No dia 04, uma força de 2.515 policiais – federais e estaduais – foi posta contra os manifestantes na cidade de Atenco. O relatório de investigação da Comissão Nacional de Direitos Humanos, publicado 05 meses depois, apontou o saldo da tragédia: 207 pessoas (incluindo menores) sofreram tratamento cruel, desumano ou degradante; 145 pessoas foram presas arbitrariamente; 26 mulheres foram violentadas; 05 estrangeiros foram agredidos e expulsos do país; 02 jovens foram mortos.
Seis anos depois, após ter cumprido o mandato de governador do Estado do México, Enrique Peña Nieto (PRI) estava em campanha pela presidência do país. No dia 11 de maio de 2012, apresentou seu programa de governo numa palestra na Universidade Iberoamericana, na Cidade do México, diante de professores e estudantes. Questionado pelos estudantes sobre os acontecimentos de 2006 em Atenco, ele respondeu que utilizou a força policial para restaurar a ordem e a paz. Foi intensamente vaiado pelos estudantes e precisou da ajuda dos seus agentes de segurança para abandonar a universidade.

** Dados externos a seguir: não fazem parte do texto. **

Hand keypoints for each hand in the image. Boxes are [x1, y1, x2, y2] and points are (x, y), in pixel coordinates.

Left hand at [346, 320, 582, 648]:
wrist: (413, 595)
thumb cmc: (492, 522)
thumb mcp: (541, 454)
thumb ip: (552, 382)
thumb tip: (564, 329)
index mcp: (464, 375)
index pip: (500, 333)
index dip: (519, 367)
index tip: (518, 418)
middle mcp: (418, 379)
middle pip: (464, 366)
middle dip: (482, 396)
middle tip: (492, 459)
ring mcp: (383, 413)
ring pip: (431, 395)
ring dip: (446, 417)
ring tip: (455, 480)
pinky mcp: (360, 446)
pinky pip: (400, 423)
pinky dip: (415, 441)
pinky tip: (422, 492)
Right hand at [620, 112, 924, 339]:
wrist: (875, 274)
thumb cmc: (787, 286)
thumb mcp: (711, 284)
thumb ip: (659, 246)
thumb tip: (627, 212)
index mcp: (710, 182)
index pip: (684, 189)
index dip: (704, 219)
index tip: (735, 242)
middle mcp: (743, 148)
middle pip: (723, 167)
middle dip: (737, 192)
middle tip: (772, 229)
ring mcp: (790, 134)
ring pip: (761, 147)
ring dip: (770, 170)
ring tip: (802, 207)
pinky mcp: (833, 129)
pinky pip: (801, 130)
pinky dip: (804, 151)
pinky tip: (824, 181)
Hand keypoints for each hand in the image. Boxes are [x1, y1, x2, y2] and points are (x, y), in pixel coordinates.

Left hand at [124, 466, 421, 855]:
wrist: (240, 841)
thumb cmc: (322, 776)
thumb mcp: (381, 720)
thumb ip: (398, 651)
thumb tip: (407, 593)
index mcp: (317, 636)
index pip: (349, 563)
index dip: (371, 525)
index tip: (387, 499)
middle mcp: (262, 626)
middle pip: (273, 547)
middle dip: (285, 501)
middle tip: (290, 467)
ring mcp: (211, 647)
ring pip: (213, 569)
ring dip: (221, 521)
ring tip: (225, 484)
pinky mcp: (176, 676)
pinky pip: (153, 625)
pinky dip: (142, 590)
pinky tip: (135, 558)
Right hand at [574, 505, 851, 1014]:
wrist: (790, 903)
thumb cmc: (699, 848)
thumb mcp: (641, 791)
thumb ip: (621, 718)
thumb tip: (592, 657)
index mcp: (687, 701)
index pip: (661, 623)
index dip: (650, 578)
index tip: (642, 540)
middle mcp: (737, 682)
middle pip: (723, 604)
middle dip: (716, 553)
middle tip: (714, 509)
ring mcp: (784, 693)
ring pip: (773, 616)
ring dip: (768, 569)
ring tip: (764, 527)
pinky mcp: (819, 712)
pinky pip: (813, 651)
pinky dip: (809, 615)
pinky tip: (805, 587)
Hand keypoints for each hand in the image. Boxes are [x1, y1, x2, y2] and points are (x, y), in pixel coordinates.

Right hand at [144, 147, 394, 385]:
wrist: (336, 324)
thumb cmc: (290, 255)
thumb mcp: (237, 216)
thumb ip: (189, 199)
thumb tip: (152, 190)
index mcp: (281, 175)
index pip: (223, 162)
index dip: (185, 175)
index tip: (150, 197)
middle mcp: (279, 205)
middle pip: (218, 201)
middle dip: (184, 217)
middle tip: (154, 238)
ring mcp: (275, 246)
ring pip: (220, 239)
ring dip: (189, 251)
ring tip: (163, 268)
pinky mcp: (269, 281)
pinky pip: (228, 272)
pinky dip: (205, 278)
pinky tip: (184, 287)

Seus partidários e a grande mídia mexicana minimizaram o episódio e afirmaram que não foi um ato espontâneo de estudantes, mas um ato premeditado de opositores. Em resposta, 131 estudantes divulgaram um vídeo na internet, no qual se apresentavam munidos de suas carteiras da Universidade. Dias depois, o jornal inglês The Guardian divulgou provas do envolvimento desonesto dos políticos com a grande mídia. Então, surgiu o movimento "Yo Soy 132" (eu sou o estudante 132) que se alastrou no país e no exterior.
Enrique Peña Nieto venceu as eleições com a vantagem de 6,6% sobre o segundo colocado, vantagem menor do que nas pesquisas eleitorais. Tomou posse em 01 de dezembro de 2012. Na presidência do México, ele tenta se afastar de escândalos e promover reformas estruturais no país. A onda de protestos do movimento "Yo Soy 132" valeu a pena.
Objetivamente, este caso mostra que não se faz democracia apenas com eleições, instituições e leis democráticas. O autoritarismo acontece dentro das democracias. Por isto, as manifestações políticas são necessárias. Elas não indicam crises nas democracias, mas correções de rumo nas democracias. As crises, estas existem até nas melhores democracias, quando o povo se deixa iludir pelos políticos, permanece calado e submisso.